1Anthropology, University of Oregon, 2Psychology, University of Washington, 3Centre for Research in Animal Behaviour, University of Exeter, 4Neuroscience, University of Pennsylvania, 5Psychology, University of Pennsylvania, 6Biological and Biomedical Sciences, North Carolina Central University, 7Genomics & Microbiology Research Lab, NC Museum of Natural Sciences, 8Evolutionary Anthropology, Duke University
March 30, 2019 33, CC Ballroom BC
DNA methylation is an epigenetic modification to the genome that primarily affects CG dinucleotides (“CpG sites”) and can influence gene expression. The epigenetic clock is a robust quantitative model that uses age-dependent changes in DNA methylation to produce a highly accurate age estimate referred to as epigenetic age. Epigenetic age is a measure of biological aging that can be used to detect if an individual is aging at an accelerated or decelerated rate. While chronological age increases at a constant rate, measures of biological age reflect genetic and environmentally-driven heterogeneity in the pace of aging. Accelerated epigenetic aging, where biological age exceeds chronological age, is associated with increased disease and mortality risk. While epigenetic clock models have been developed in mice, humans, and dogs, no robust age prediction model currently exists for a nonhuman primate. Here, we developed an epigenetic clock for rhesus macaques (Macaca mulatta). We measured genome-wide CpG methylation in blood samples from 105 rhesus macaques aged 5 to 28 years (roughly equivalent to 15 to 84 years in humans) living on the island of Cayo Santiago off the coast of Puerto Rico.
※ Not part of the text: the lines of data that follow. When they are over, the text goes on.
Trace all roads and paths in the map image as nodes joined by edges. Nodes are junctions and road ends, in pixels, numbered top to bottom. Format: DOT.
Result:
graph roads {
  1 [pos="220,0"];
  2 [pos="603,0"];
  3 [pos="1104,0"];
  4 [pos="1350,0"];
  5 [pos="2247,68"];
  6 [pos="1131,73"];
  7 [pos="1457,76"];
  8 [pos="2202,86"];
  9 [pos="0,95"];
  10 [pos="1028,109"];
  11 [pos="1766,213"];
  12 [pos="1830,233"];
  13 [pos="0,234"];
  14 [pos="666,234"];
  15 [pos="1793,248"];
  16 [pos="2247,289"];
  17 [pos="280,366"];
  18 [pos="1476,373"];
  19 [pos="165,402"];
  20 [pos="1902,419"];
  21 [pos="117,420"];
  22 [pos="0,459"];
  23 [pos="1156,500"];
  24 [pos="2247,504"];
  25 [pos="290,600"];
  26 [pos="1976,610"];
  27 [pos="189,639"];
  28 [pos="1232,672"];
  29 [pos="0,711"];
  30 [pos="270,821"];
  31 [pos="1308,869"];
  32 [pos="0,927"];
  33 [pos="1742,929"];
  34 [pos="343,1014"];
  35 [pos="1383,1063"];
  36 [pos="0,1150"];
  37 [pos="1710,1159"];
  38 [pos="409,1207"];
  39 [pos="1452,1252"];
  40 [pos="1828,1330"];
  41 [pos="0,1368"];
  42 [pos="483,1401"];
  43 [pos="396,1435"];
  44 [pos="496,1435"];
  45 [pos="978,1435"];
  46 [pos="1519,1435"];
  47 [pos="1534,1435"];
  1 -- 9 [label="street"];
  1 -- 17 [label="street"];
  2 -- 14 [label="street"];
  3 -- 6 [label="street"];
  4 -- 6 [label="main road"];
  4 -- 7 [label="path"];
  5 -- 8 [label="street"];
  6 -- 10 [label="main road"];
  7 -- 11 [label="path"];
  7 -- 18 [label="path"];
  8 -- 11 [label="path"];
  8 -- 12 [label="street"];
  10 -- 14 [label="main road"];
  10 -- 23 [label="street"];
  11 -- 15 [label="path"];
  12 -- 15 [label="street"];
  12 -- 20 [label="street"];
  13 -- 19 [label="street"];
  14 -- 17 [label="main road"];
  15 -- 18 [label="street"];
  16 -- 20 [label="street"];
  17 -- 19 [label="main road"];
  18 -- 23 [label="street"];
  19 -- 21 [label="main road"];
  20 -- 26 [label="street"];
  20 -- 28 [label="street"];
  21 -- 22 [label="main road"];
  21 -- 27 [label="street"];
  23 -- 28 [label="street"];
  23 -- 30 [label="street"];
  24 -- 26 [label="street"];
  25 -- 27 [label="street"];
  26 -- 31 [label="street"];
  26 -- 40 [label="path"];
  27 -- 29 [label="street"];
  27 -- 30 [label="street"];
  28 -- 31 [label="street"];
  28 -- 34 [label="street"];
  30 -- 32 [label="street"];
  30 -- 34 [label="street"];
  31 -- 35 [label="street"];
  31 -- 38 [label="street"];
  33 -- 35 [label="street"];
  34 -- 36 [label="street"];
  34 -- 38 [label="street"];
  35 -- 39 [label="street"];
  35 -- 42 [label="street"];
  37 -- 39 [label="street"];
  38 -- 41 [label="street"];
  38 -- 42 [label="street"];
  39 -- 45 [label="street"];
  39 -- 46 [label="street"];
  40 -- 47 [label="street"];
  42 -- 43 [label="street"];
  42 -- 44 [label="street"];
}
We measured methylation at 2,846,027 CpG sites across the genome and employed a machine learning approach (elastic net regression) to identify sets of sites that together robustly predict chronological age. In addition to describing the clock, we will present preliminary data that use this age predictor model to investigate the effect of the environment and genetics on aging and age-related diseases in the Cayo macaques.
Funding for this study was provided by NIH R00-AG051764.